● Work item:
Write each entry out again verbatim, pictures excluded.

● Material provided:
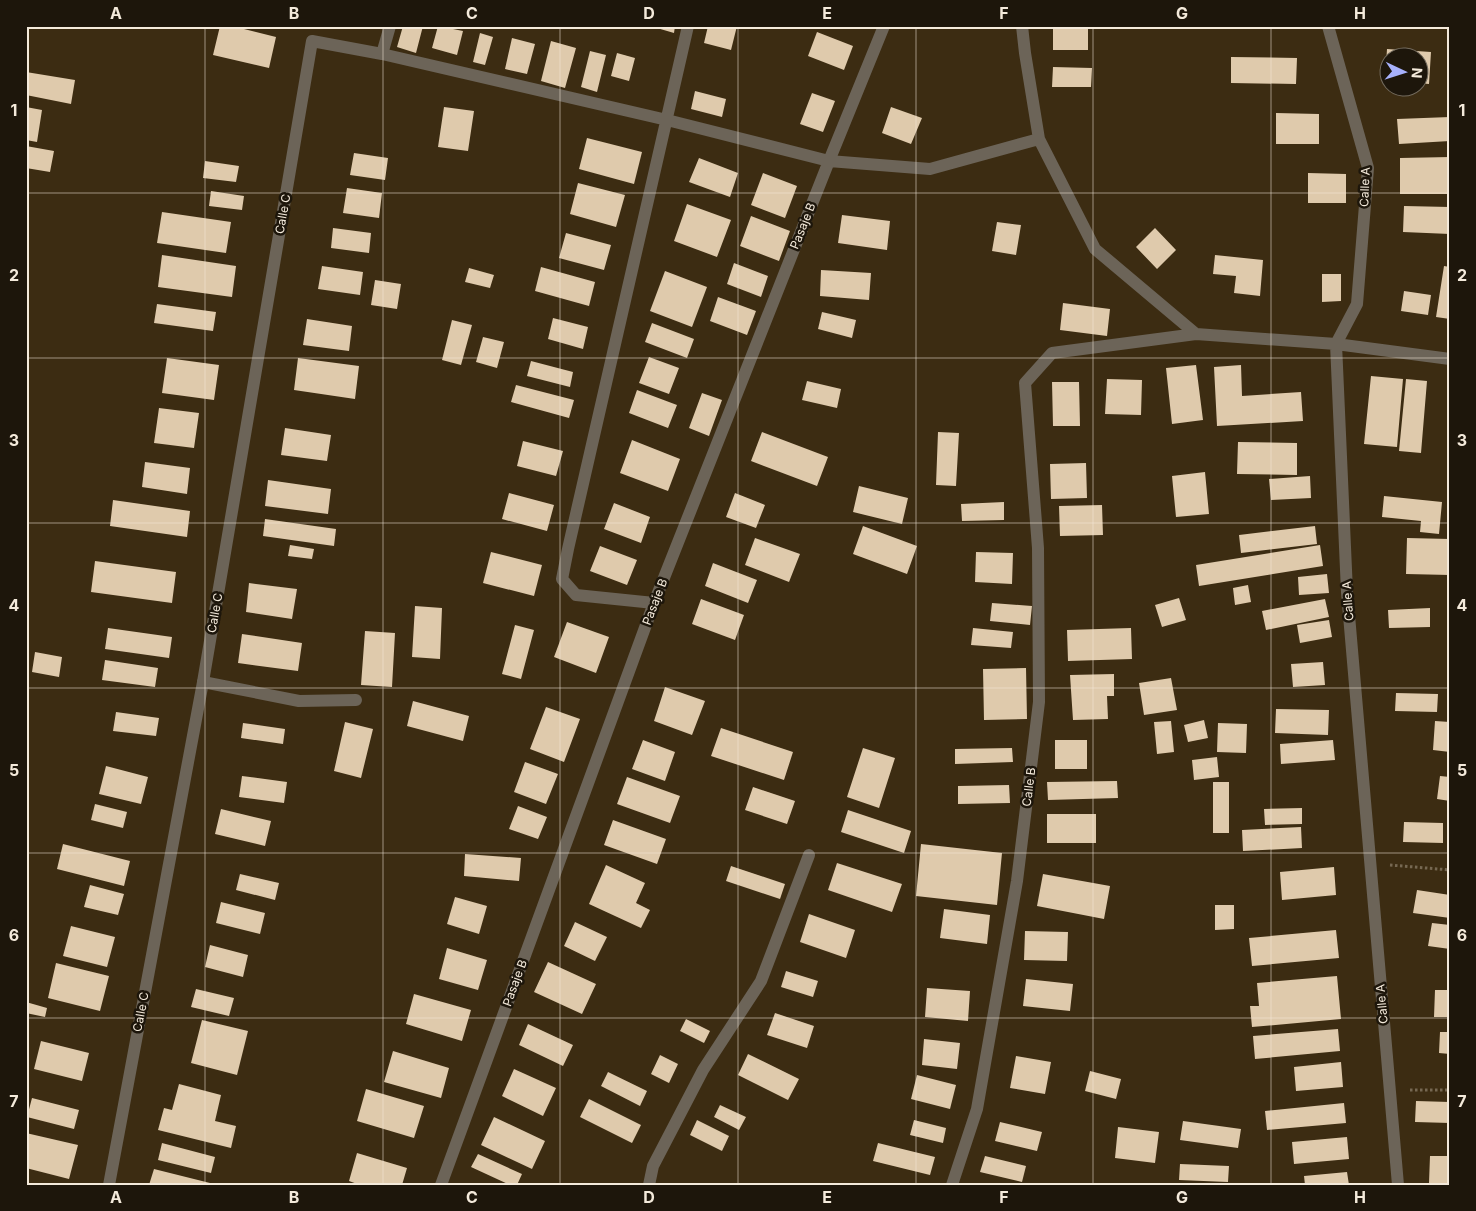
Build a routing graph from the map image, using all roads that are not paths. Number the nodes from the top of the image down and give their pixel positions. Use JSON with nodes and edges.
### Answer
{"nodes":[{"id":1,"x":390,"y":26,"type":"edge"},
{"id":2,"x":688,"y":26,"type":"edge"},
{"id":3,"x":884,"y":26,"type":"edge"},
{"id":4,"x":1022,"y":26,"type":"edge"},
{"id":5,"x":1329,"y":27,"type":"edge"},
{"id":6,"x":382,"y":54,"type":"junction"},
{"id":7,"x":667,"y":120,"type":"junction"},
{"id":8,"x":1039,"y":139,"type":"junction"},
{"id":9,"x":828,"y":161,"type":"junction"},
{"id":10,"x":1196,"y":334,"type":"junction"},
{"id":11,"x":1336,"y":344,"type":"junction"},
{"id":12,"x":1450,"y":360,"type":"edge"},
{"id":13,"x":654,"y":603,"type":"junction"},
{"id":14,"x":203,"y":682,"type":"junction"},
{"id":15,"x":356,"y":700,"type":"dead end"},
{"id":16,"x":809,"y":855,"type":"dead end"},
{"id":17,"x":109,"y":1185,"type":"edge"},
{"id":18,"x":441,"y":1185,"type":"edge"},
{"id":19,"x":649,"y":1185,"type":"edge"},
{"id":20,"x":952,"y":1185,"type":"edge"},
{"id":21,"x":1398,"y":1185,"type":"edge"}],
"edges":[{"from":1,"to":6,"type":"street"},
{"from":2,"to":7,"type":"street"},
{"from":3,"to":9,"type":"street","name":"Pasaje B"},
{"from":4,"to":8,"type":"street"},
{"from":5,"to":11,"type":"street","name":"Calle A"},
{"from":6,"to":7,"type":"street"},
{"from":6,"to":14,"type":"street","name":"Calle C"},
{"from":7,"to":9,"type":"street"},
{"from":7,"to":13,"type":"street"},
{"from":8,"to":9,"type":"street"},
{"from":8,"to":10,"type":"street"},
{"from":9,"to":13,"type":"street","name":"Pasaje B"},
{"from":10,"to":11,"type":"street"},
{"from":10,"to":20,"type":"street","name":"Calle B"},
{"from":11,"to":12,"type":"street"},
{"from":11,"to":21,"type":"street","name":"Calle A"},
{"from":13,"to":18,"type":"street","name":"Pasaje B"},
{"from":14,"to":15,"type":"street"},
{"from":14,"to":17,"type":"street","name":"Calle C"},
{"from":16,"to":19,"type":"street"}]}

● Response to the task:
Build a routing graph from the map image, using all roads that are not paths. Number the nodes from the top of the image down and give their pixel positions. Use JSON with nodes and edges.
### Answer
{"nodes":[{"id":1,"x":390,"y":26,"type":"edge"},
{"id":2,"x":688,"y":26,"type":"edge"},
{"id":3,"x":884,"y":26,"type":"edge"},
{"id":4,"x":1022,"y":26,"type":"edge"},
{"id":5,"x":1329,"y":27,"type":"edge"},
{"id":6,"x":382,"y":54,"type":"junction"},
{"id":7,"x":667,"y":120,"type":"junction"},
{"id":8,"x":1039,"y":139,"type":"junction"},
{"id":9,"x":828,"y":161,"type":"junction"},
{"id":10,"x":1196,"y":334,"type":"junction"},
{"id":11,"x":1336,"y":344,"type":"junction"},
{"id":12,"x":1450,"y":360,"type":"edge"},
{"id":13,"x":654,"y":603,"type":"junction"},
{"id":14,"x":203,"y":682,"type":"junction"},
{"id":15,"x":356,"y":700,"type":"dead end"},
{"id":16,"x":809,"y":855,"type":"dead end"},
{"id":17,"x":109,"y":1185,"type":"edge"},
{"id":18,"x":441,"y":1185,"type":"edge"},
{"id":19,"x":649,"y":1185,"type":"edge"},
{"id":20,"x":952,"y":1185,"type":"edge"},
{"id":21,"x":1398,"y":1185,"type":"edge"}],
"edges":[{"from":1,"to":6,"type":"street"},
{"from":2,"to":7,"type":"street"},
{"from":3,"to":9,"type":"street","name":"Pasaje B"},
{"from":4,"to":8,"type":"street"},
{"from":5,"to":11,"type":"street","name":"Calle A"},
{"from":6,"to":7,"type":"street"},
{"from":6,"to":14,"type":"street","name":"Calle C"},
{"from":7,"to":9,"type":"street"},
{"from":7,"to":13,"type":"street"},
{"from":8,"to":9,"type":"street"},
{"from":8,"to":10,"type":"street"},
{"from":9,"to":13,"type":"street","name":"Pasaje B"},
{"from":10,"to":11,"type":"street"},
{"from":10,"to":20,"type":"street","name":"Calle B"},
{"from":11,"to":12,"type":"street"},
{"from":11,"to":21,"type":"street","name":"Calle A"},
{"from":13,"to":18,"type":"street","name":"Pasaje B"},
{"from":14,"to":15,"type":"street"},
{"from":14,"to":17,"type":"street","name":"Calle C"},
{"from":16,"to":19,"type":"street"}]}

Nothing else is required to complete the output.